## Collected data
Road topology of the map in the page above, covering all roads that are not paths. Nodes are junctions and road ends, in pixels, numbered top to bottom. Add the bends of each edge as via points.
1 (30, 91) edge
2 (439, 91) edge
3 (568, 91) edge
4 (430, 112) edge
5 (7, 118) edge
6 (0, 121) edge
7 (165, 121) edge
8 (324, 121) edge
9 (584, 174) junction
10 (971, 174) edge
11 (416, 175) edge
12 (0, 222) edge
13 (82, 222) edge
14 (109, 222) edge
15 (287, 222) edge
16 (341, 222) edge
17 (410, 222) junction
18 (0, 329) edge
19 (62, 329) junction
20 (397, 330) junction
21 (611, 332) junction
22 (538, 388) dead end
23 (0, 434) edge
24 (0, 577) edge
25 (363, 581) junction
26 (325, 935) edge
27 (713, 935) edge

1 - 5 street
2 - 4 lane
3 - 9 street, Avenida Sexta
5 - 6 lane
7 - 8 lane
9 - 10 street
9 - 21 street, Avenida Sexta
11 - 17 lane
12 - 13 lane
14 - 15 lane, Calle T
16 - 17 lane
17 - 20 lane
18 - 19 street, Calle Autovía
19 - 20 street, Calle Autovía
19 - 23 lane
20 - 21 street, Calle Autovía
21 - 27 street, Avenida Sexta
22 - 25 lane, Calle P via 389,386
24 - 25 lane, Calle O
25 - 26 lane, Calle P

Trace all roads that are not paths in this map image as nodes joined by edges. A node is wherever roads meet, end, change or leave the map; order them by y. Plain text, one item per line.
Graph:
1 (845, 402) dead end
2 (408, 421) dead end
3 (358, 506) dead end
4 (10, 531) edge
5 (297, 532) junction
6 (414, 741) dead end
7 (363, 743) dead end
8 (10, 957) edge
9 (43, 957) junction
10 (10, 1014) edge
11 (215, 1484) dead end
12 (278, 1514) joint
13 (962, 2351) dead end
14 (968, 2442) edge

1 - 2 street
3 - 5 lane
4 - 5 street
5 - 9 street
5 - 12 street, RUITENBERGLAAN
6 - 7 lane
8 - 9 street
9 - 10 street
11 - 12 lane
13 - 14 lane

## TASK PROMPT
In this exercise, repeat the entries above verbatim.

## TASK SOLUTION
Road topology of the map in the page above, covering all roads that are not paths. Nodes are junctions and road ends, in pixels, numbered top to bottom. Add the bends of each edge as via points.
1 (30, 91) edge
2 (439, 91) edge
3 (568, 91) edge
4 (430, 112) edge
5 (7, 118) edge
6 (0, 121) edge
7 (165, 121) edge
8 (324, 121) edge
9 (584, 174) junction
10 (971, 174) edge
11 (416, 175) edge
12 (0, 222) edge
13 (82, 222) edge
14 (109, 222) edge
15 (287, 222) edge
16 (341, 222) edge
17 (410, 222) junction
18 (0, 329) edge
19 (62, 329) junction
20 (397, 330) junction
21 (611, 332) junction
22 (538, 388) dead end
23 (0, 434) edge
24 (0, 577) edge
25 (363, 581) junction
26 (325, 935) edge
27 (713, 935) edge

1 - 5 street
2 - 4 lane
3 - 9 street, Avenida Sexta
5 - 6 lane
7 - 8 lane
9 - 10 street
9 - 21 street, Avenida Sexta
11 - 17 lane
12 - 13 lane
14 - 15 lane, Calle T
16 - 17 lane
17 - 20 lane
18 - 19 street, Calle Autovía
19 - 20 street, Calle Autovía
19 - 23 lane
20 - 21 street, Calle Autovía
21 - 27 street, Avenida Sexta
22 - 25 lane, Calle P via 389,386
24 - 25 lane, Calle O
25 - 26 lane, Calle P

Trace all roads that are not paths in this map image as nodes joined by edges. A node is wherever roads meet, end, change or leave the map; order them by y. Plain text, one item per line.
Graph:
1 (845, 402) dead end
2 (408, 421) dead end
3 (358, 506) dead end
4 (10, 531) edge
5 (297, 532) junction
6 (414, 741) dead end
7 (363, 743) dead end
8 (10, 957) edge
9 (43, 957) junction
10 (10, 1014) edge
11 (215, 1484) dead end
12 (278, 1514) joint
13 (962, 2351) dead end
14 (968, 2442) edge

1 - 2 street
3 - 5 lane
4 - 5 street
5 - 9 street
5 - 12 street, RUITENBERGLAAN
6 - 7 lane
8 - 9 street
9 - 10 street
11 - 12 lane
13 - 14 lane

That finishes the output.